Anyone moving to Dubai should be prepared to take on extra expenses that most people don’t have to deal with when they move to other countries. This list of eight things you can expect to spend money on when you move to Dubai will help you get ahead of your new expenses and budget accordingly. The next time you plan on moving, keep this list in mind and save yourself some headaches down the road!
1) Removal and transport costs
First and foremost, every person moving from one home to another requires some amount of furniture. The size of your household, as well as your personal preferences, will dictate what sort of furniture you need, how much space it will take up in your new apartment, and how much it will cost. You can get services from Packers and Movers in Dubai to get professional packers and movers services. Depending on where you live in Dubai—the city or a remote area with fewer large shopping centers—the cost of furniture can vary greatly; however, many people estimate that their furnishing costs range between $1,000-$4,000 for a studio apartment. Most furnishings should fall within that price range; however, some items may be more expensive depending on your personal tastes.
A one-bedroom apartment in Jumeirah Beach Residence will cost about 8,000AED/month (about US$2,500/month) including utilities. This is more expensive than most places in Dubai, but it comes with a free membership at The Address Fitness Center, which offers some of Dubai’s top yoga and pilates classes.
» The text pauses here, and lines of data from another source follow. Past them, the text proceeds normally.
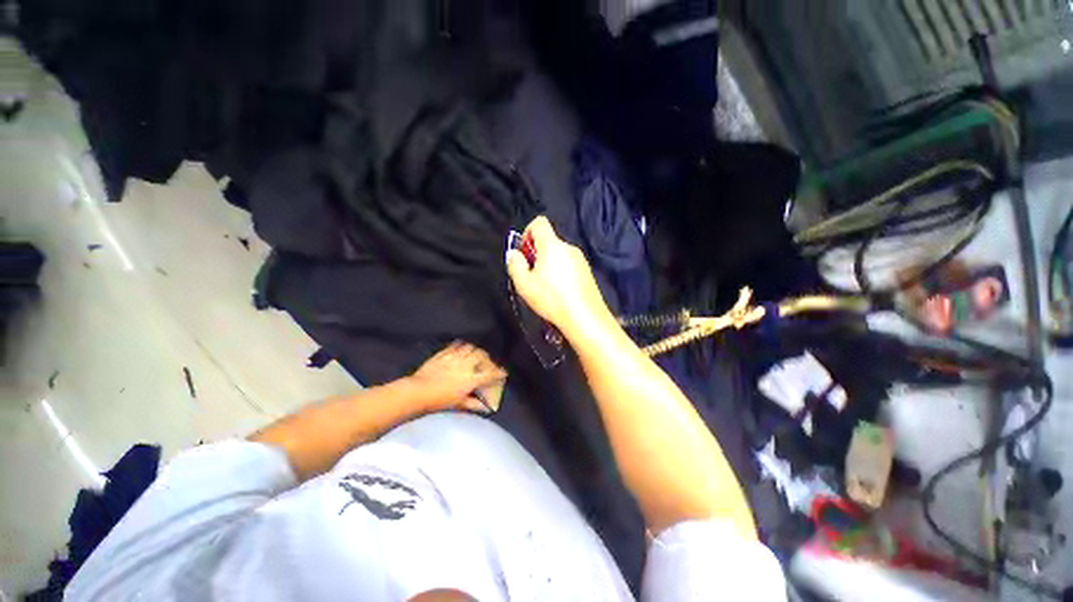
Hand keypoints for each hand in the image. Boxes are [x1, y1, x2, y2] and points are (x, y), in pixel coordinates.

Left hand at [408, 342, 506, 412]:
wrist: (418, 391)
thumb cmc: (439, 400)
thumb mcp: (459, 404)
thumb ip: (474, 404)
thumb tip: (486, 407)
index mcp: (471, 378)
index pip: (490, 374)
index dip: (499, 373)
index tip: (503, 372)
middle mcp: (466, 365)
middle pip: (482, 355)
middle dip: (487, 358)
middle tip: (487, 362)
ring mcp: (455, 357)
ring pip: (470, 348)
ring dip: (475, 350)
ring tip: (474, 355)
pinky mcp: (444, 353)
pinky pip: (456, 346)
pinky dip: (461, 346)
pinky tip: (461, 349)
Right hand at [506, 216, 610, 338]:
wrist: (584, 317)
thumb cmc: (551, 299)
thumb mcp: (524, 284)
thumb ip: (515, 264)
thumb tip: (514, 253)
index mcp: (552, 245)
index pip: (539, 222)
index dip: (527, 232)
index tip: (524, 253)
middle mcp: (568, 247)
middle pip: (549, 240)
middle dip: (536, 253)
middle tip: (531, 275)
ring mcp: (580, 259)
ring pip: (559, 254)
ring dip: (548, 264)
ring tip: (545, 287)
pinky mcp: (587, 272)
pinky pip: (569, 264)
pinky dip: (561, 271)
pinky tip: (559, 291)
You can get Movers and Packers in JBR when moving in Dubai, If you’re not picky about where you live and want your own bed—we’re talking real bed here—and room to spread out, rent should be less than 4,000AED/month (about US$1,100). We recommend hunting for apartments that come furnished for an even lower price. Furnished listings are easy to find and often have great amenities like pools and parking.
3) Home decoration costs
It’s hard to be precise about how much you’ll need for home decoration costs because it’s impossible to know if you’ll be happy with a more basic decor or decide that splurging on fancy furniture and art is worth it. But in general, you can expect that your homemaking budget will increase by at least 20% once you move abroad. If your rent or mortgage increases significantly, as is common when moving internationally, and if you decide that furniture and other essentials are necessary purchases, then it’s easy to see how these expenses could quickly add up. If a family member is coming with you on your adventure overseas, splitting an apartment could help alleviate some of these financial burdens—and give each person more room!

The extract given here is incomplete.